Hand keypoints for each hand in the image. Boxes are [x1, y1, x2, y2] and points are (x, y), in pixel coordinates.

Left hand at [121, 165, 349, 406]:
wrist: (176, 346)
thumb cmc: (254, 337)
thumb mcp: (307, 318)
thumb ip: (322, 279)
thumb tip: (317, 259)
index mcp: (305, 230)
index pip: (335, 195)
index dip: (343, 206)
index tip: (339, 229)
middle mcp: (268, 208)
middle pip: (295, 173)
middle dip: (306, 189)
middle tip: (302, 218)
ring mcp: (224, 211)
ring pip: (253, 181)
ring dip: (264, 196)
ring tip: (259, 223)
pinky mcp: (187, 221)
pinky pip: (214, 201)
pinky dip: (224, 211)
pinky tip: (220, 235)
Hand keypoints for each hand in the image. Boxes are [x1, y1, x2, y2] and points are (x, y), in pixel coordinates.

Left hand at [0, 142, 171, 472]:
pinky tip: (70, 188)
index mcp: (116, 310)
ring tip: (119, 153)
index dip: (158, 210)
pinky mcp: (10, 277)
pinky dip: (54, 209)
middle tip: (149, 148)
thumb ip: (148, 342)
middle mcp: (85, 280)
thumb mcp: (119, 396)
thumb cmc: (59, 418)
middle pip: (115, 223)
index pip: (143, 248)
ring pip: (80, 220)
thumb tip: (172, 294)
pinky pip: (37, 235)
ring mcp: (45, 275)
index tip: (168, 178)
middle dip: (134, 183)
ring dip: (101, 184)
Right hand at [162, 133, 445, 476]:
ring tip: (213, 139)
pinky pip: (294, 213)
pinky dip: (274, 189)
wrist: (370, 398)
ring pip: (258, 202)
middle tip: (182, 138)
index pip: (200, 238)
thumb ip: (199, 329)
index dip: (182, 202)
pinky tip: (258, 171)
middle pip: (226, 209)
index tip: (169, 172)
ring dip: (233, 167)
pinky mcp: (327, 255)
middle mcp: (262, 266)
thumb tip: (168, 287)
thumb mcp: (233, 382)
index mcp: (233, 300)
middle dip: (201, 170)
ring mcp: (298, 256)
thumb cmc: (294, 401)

§ Brief:
Repeat the records. Match them exactly.

§ Answer for the task:
Hand keypoints for each hand in the image. Boxes are [x1, y1, x2, y2] and points are (x, y), in pixel coordinates.

Left hand at [121, 165, 349, 406]:
wrist: (176, 346)
thumb cmc: (254, 337)
thumb mcp: (307, 318)
thumb ip: (322, 279)
thumb tip: (317, 259)
index mcp: (305, 230)
index pip: (335, 195)
index dip: (343, 206)
index tip: (339, 229)
middle mcp: (268, 208)
middle pip: (295, 173)
middle dip: (306, 189)
middle tip: (302, 218)
ring mcp: (224, 211)
ring pip: (253, 181)
ring dip: (264, 196)
ring tip: (259, 223)
pinky mcp: (187, 221)
pinky pip: (214, 201)
pinky dip: (224, 211)
pinky tip: (220, 235)
Hand keypoints for each hand in the image. Boxes are [x1, y1, x2, y2] and points are (x, y), in pixel coordinates.

Left hand at [0, 142, 171, 472]:
pinky tip: (70, 188)
index mcp: (116, 310)
ring tip: (119, 153)
index dip: (158, 210)
pinky mcp: (10, 277)
pinky dip: (54, 209)
middle tip: (149, 148)
thumb ip: (148, 342)
middle mcp: (85, 280)
thumb mcp: (119, 396)
thumb cmc: (59, 418)
middle pip: (115, 223)
index pip: (143, 248)
ring pip: (80, 220)
thumb tip: (172, 294)
pinky pip: (37, 235)
ring mcp: (45, 275)
index tip: (168, 178)
middle dip: (134, 183)
ring dip: (101, 184)
Right hand at [162, 133, 445, 476]:
ring tip: (213, 139)
pinky pip: (294, 213)
pinky dip: (274, 189)
wrist: (370, 398)
ring pip: (258, 202)
middle tip: (182, 138)
index pip: (200, 238)
thumb ip: (199, 329)
index dip: (182, 202)
pinky tip: (258, 171)
middle pip: (226, 209)
index tip: (169, 172)
ring dip: (233, 167)
pinky mcp: (327, 255)
middle mcp: (262, 266)
thumb tip: (168, 287)
thumb mcp: (233, 382)
index mcp: (233, 300)
middle dip: (201, 170)
ring mcp: (298, 256)
thumb cmc: (294, 401)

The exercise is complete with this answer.